- **Work to complete**: Retrieve each line that contains the word "منتظر" from the entries below.

Collected data:
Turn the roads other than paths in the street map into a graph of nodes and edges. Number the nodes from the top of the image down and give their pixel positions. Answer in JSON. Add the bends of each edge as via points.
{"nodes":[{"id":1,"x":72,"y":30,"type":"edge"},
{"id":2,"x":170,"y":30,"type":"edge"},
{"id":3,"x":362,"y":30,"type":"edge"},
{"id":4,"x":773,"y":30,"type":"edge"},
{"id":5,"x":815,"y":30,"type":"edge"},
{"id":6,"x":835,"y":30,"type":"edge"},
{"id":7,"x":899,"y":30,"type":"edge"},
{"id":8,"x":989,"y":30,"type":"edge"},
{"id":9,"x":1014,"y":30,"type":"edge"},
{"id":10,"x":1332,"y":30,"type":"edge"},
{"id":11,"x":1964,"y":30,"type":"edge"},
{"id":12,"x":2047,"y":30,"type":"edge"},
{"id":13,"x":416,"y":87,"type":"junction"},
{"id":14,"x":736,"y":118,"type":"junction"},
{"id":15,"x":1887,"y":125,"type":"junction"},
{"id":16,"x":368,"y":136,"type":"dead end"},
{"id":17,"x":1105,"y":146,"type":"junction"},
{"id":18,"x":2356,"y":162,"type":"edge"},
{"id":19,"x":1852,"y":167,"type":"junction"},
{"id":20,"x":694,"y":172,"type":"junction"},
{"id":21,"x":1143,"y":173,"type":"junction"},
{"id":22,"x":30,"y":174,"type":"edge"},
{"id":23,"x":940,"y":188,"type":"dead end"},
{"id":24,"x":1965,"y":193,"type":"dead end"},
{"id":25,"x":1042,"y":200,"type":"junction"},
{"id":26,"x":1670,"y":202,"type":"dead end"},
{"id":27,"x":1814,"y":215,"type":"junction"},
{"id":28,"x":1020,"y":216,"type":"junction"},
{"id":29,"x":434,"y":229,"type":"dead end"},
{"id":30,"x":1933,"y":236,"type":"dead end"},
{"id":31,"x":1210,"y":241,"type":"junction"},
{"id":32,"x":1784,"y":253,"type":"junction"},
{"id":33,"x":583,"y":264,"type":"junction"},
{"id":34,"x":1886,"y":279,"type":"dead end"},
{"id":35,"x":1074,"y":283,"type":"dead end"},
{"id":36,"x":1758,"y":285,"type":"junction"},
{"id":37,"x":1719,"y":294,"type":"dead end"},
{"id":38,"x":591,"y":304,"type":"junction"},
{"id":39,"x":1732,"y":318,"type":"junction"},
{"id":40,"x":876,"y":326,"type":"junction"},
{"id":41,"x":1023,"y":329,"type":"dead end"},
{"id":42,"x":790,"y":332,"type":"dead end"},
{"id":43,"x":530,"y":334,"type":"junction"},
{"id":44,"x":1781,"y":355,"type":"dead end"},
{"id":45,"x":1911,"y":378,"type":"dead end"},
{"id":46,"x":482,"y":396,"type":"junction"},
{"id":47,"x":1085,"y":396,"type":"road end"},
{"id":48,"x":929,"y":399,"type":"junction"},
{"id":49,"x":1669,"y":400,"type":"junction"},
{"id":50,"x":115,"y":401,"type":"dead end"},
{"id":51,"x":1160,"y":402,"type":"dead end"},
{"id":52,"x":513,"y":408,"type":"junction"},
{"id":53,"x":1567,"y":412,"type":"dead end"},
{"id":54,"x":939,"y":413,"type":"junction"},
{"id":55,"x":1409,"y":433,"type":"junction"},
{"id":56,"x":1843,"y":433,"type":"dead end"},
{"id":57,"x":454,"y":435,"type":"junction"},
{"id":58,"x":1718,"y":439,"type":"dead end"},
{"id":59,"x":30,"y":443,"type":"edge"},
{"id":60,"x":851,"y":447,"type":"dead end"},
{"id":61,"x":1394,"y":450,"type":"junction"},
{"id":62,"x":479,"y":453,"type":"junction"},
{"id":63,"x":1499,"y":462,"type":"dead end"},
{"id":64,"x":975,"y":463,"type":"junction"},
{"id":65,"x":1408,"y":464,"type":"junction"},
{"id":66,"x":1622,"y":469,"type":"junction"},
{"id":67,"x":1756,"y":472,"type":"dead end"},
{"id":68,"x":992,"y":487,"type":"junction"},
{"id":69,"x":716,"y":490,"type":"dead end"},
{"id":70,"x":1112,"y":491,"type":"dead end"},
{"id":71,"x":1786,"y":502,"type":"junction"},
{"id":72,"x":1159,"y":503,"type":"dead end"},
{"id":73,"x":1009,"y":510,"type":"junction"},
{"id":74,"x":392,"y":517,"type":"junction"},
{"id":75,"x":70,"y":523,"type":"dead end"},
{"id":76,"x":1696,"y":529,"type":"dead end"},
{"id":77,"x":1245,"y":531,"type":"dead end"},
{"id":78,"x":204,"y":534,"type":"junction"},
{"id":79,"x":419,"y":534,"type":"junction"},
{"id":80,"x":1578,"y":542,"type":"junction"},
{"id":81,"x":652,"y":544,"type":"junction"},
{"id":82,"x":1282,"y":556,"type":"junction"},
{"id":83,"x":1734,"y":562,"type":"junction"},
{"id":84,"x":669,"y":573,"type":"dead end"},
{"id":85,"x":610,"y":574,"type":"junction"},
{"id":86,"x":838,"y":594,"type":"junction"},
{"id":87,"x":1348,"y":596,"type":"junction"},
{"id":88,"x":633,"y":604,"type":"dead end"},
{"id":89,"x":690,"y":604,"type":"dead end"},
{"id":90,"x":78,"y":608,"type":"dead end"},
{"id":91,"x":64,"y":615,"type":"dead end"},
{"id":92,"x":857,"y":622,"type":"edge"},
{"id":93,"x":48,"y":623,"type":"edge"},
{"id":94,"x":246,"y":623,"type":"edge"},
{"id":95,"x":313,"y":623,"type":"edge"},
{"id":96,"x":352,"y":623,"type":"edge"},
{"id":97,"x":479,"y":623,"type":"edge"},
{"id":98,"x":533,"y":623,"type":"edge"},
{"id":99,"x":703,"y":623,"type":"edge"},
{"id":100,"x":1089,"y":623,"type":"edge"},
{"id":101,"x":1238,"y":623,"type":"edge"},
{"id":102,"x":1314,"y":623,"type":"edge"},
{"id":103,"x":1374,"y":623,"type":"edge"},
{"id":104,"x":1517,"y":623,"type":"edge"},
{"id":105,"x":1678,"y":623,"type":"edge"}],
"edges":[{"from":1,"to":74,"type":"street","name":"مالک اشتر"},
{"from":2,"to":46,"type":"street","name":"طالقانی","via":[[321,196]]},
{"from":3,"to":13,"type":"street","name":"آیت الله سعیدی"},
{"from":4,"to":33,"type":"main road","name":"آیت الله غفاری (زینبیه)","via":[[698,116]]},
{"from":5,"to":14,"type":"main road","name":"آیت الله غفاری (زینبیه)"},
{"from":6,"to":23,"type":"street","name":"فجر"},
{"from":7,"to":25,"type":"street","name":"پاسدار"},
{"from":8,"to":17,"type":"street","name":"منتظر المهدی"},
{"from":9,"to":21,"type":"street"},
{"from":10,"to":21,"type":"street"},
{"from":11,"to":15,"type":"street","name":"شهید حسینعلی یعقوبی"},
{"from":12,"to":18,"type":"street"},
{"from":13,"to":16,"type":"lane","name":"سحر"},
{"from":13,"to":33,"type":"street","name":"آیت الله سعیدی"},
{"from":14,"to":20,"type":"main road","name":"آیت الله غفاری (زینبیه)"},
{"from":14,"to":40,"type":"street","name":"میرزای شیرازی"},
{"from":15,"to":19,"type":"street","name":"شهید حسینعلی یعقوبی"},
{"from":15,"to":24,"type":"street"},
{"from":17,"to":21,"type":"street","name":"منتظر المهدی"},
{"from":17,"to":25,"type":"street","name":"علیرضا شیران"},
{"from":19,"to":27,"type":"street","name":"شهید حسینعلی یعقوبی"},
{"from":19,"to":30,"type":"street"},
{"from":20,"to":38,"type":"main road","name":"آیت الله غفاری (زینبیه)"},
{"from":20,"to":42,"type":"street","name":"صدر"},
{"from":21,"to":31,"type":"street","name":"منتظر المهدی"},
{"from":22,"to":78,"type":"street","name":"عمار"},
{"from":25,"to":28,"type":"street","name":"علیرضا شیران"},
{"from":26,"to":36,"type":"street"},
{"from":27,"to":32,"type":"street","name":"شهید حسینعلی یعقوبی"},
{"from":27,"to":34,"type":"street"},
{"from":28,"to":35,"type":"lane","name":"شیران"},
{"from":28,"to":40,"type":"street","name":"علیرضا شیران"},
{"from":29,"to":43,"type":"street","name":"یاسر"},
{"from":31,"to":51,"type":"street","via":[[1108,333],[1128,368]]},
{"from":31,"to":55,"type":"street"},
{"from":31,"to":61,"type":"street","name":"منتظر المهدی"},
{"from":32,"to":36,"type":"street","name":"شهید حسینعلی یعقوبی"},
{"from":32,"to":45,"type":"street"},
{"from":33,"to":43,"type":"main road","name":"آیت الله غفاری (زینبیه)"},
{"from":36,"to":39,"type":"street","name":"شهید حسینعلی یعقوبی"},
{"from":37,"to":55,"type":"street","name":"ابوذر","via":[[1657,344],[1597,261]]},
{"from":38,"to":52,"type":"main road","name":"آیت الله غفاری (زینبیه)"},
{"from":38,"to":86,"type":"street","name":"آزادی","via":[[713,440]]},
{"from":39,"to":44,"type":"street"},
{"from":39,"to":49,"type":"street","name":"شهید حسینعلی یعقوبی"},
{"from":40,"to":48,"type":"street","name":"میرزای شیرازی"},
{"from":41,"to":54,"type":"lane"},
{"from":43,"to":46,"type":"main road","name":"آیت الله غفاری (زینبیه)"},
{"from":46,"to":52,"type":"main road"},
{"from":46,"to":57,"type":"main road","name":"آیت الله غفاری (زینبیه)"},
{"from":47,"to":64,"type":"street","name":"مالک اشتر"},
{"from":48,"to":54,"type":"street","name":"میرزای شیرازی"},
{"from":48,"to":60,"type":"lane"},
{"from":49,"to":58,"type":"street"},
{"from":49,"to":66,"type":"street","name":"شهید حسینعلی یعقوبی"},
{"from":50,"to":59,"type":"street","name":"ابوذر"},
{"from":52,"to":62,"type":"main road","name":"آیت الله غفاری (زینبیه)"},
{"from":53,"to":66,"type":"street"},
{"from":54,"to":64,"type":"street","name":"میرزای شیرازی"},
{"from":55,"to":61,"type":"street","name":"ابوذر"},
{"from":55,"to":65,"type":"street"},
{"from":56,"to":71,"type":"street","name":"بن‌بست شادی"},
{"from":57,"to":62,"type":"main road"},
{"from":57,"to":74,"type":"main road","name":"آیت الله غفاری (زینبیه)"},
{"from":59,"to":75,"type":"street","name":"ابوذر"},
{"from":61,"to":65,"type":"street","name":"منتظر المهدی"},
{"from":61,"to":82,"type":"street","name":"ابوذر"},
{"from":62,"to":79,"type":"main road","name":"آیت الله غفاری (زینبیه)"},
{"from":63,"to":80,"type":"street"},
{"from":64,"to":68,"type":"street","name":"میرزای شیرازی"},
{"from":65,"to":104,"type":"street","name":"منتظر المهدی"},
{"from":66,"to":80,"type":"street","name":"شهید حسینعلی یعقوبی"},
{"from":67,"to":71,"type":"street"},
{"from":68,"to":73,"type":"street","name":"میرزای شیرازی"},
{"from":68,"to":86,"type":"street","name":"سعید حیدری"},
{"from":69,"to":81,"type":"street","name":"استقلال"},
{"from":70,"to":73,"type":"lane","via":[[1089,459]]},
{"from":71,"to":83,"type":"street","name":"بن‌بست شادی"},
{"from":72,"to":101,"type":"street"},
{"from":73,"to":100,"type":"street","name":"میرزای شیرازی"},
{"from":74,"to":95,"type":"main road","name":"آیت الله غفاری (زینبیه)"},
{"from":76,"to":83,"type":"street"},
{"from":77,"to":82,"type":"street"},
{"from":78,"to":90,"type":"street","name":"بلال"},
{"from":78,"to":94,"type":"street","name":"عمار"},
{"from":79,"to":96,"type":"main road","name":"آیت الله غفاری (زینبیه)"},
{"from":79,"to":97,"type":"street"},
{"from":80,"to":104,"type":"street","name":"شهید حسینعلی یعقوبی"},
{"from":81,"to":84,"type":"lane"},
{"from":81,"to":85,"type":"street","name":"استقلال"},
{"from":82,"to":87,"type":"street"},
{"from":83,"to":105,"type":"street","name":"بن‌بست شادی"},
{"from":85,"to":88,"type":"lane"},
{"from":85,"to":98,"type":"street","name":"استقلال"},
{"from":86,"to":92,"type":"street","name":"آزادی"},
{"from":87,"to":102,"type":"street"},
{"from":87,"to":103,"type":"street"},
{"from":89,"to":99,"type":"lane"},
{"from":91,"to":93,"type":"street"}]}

- **Answer to the exercise**:
{"from":8,"to":17,"type":"street","name":"منتظر المهدی"},
{"from":17,"to":21,"type":"street","name":"منتظر المهدی"},
{"from":21,"to":31,"type":"street","name":"منتظر المهدی"},
{"from":31,"to":61,"type":"street","name":"منتظر المهدی"},
{"from":61,"to":65,"type":"street","name":"منتظر المهدی"},
{"from":65,"to":104,"type":"street","name":"منتظر المهدی"},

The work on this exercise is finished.